## ACTIVITY
Your answer should be the lines below from the one holding "thumb cmc: (1017, 893)" through the one holding "middle tip: (1021, 764)", copied exactly and with nothing else.

(Stored dataset items)
────────────────────

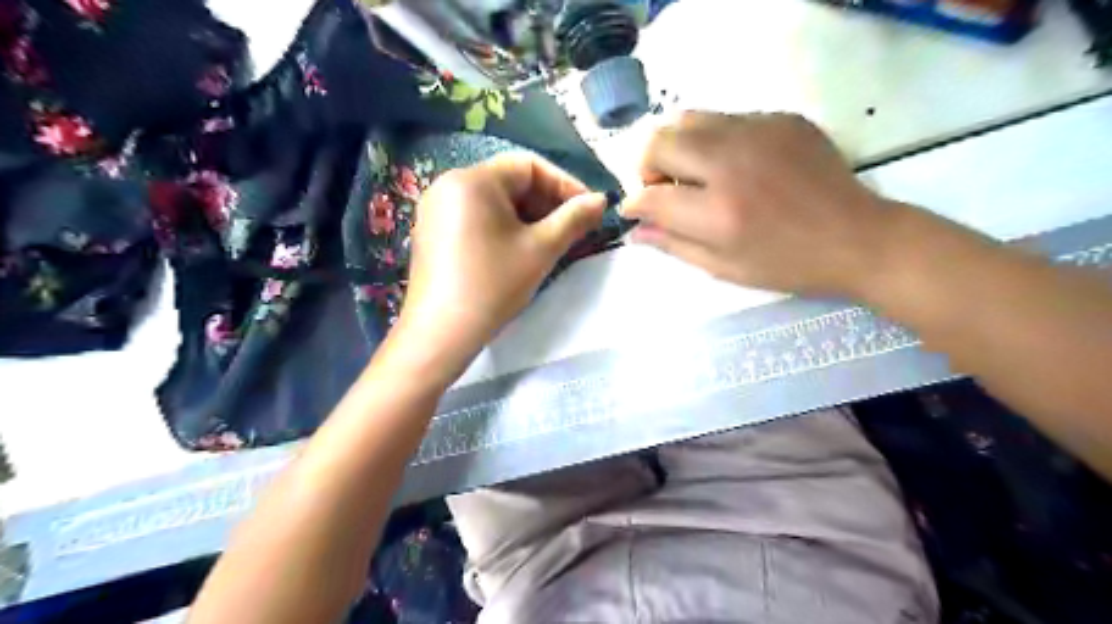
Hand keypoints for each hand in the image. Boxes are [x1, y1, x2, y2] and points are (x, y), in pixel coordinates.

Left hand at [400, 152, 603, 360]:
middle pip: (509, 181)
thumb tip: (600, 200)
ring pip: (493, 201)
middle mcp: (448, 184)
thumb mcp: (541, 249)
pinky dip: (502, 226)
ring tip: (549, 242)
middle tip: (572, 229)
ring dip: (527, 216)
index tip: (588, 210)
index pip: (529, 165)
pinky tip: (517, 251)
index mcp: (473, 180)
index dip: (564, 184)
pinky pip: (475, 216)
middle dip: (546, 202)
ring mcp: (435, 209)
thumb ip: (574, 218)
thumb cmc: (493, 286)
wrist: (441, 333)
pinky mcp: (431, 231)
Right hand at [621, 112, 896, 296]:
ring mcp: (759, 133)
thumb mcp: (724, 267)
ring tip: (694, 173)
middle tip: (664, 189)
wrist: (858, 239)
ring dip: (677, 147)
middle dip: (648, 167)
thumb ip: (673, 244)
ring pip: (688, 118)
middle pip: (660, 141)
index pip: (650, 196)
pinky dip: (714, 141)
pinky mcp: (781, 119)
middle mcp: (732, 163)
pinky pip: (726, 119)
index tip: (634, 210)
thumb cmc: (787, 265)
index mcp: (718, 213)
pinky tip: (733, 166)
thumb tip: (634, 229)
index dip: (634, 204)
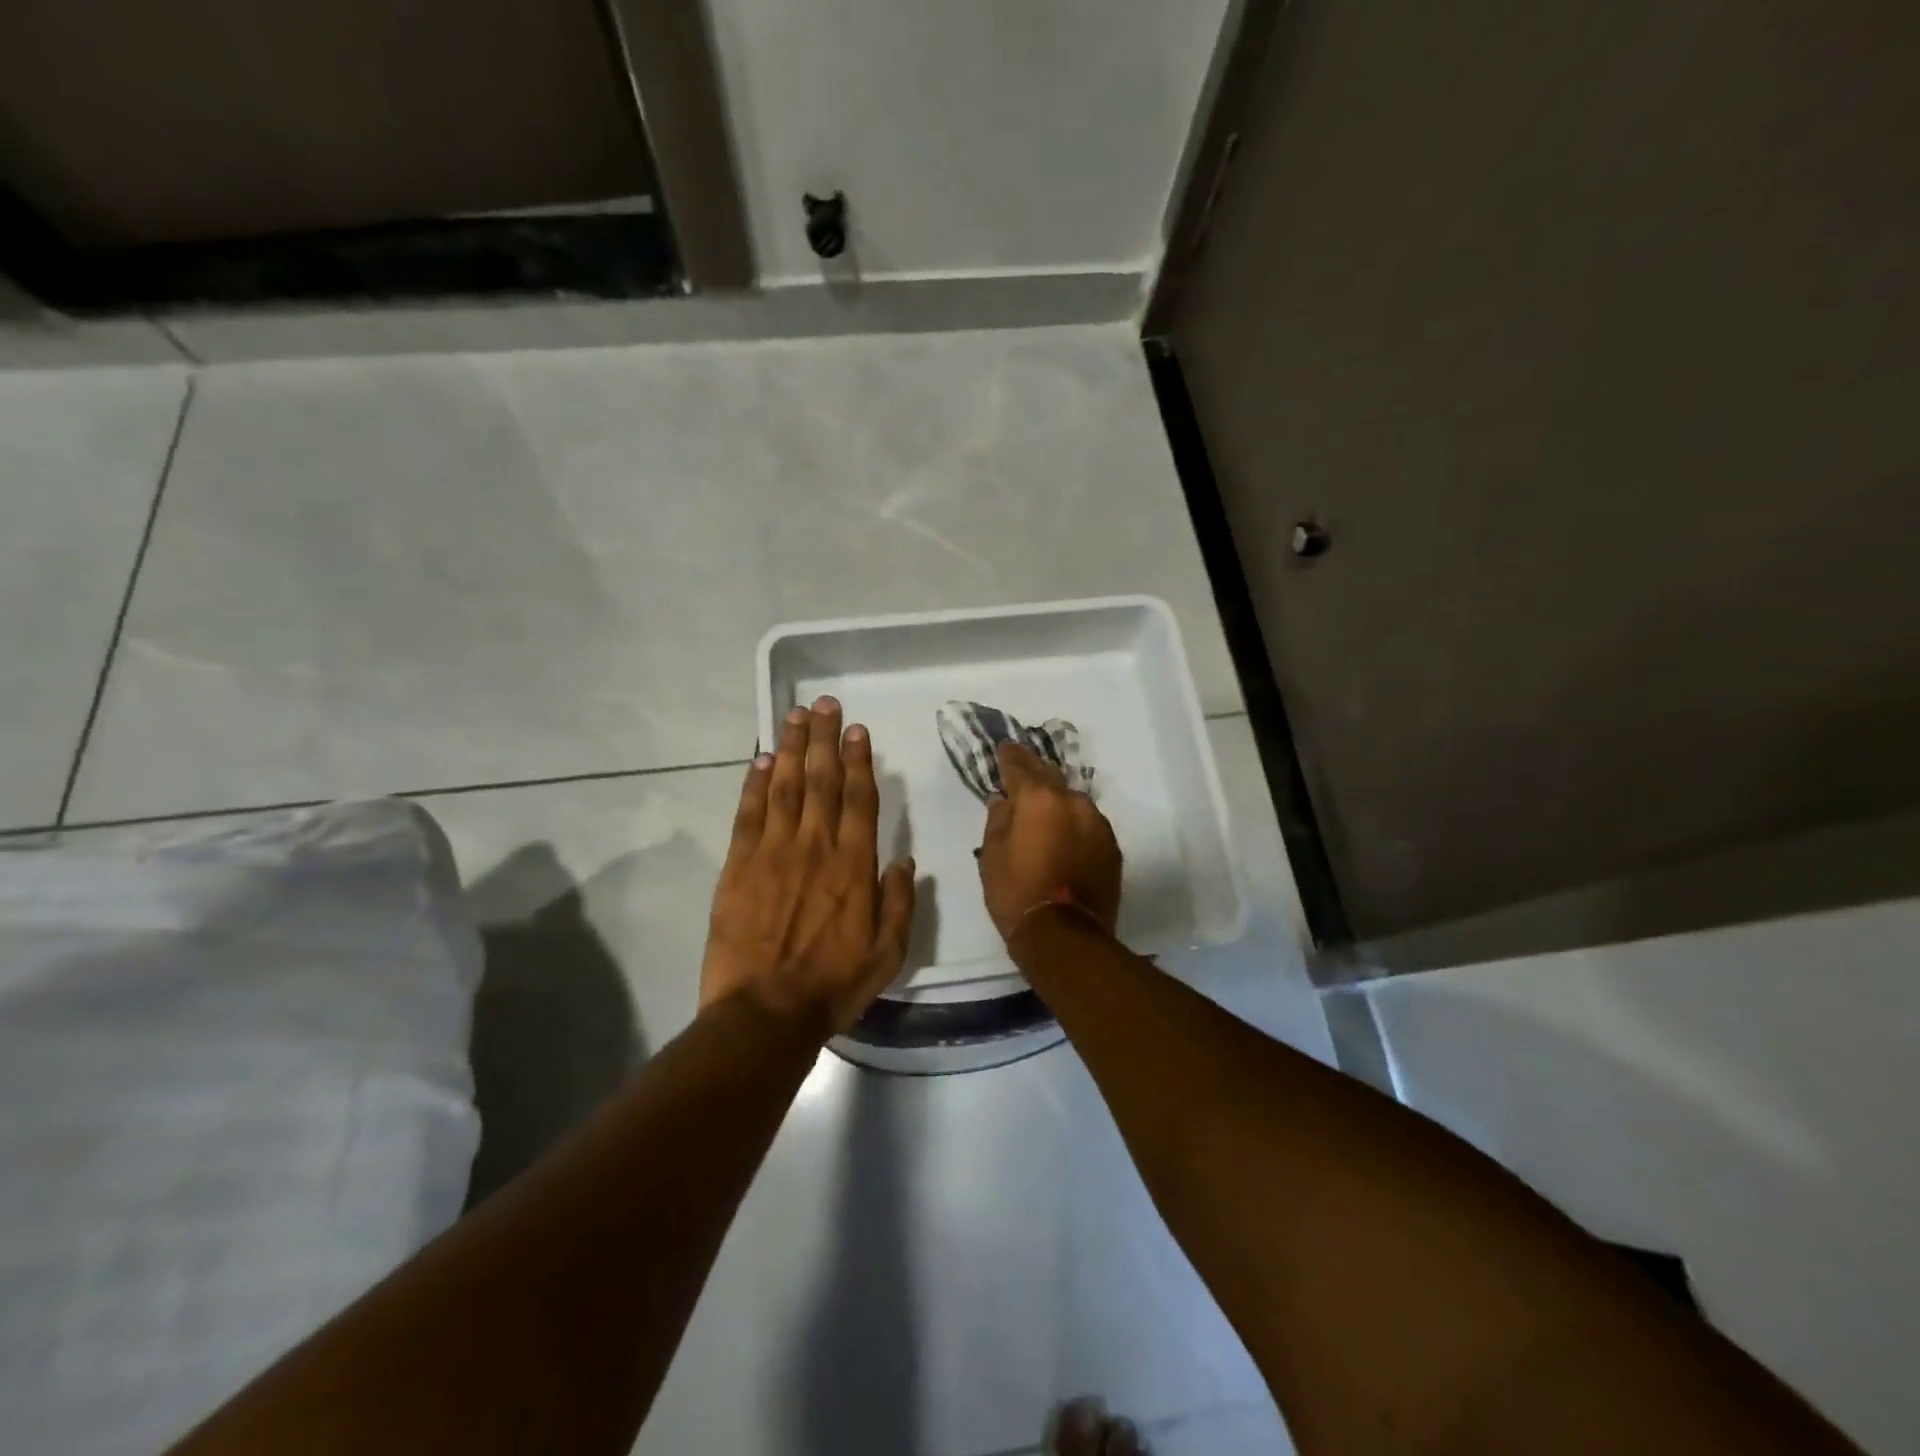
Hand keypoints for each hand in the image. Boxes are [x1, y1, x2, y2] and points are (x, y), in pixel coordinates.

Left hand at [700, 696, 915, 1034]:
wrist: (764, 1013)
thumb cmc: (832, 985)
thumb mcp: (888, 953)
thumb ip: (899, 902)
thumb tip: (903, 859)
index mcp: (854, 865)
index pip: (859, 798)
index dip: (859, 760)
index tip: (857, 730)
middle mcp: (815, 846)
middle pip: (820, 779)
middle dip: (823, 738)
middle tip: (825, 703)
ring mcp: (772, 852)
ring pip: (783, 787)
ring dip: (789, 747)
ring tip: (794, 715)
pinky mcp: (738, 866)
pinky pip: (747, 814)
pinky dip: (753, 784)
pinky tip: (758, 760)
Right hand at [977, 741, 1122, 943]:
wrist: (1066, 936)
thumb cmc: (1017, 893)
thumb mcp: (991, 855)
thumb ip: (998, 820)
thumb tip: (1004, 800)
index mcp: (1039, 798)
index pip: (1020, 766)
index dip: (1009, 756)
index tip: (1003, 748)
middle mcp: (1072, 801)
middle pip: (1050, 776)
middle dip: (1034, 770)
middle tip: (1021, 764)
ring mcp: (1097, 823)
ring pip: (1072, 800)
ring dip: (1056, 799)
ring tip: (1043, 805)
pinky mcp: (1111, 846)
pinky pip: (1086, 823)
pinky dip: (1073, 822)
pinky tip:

────────────────────

## RESULT FOR THIS TASK
thumb cmc: (1017, 893)
thumb mcp: (991, 855)
thumb ip: (998, 820)
thumb tip: (1004, 800)
index mcp: (1039, 798)
index pip: (1020, 766)
index dip: (1009, 756)
index tip: (1003, 748)
middle mcp: (1072, 801)
middle pip: (1050, 776)
middle dip: (1034, 770)
middle tip: (1021, 764)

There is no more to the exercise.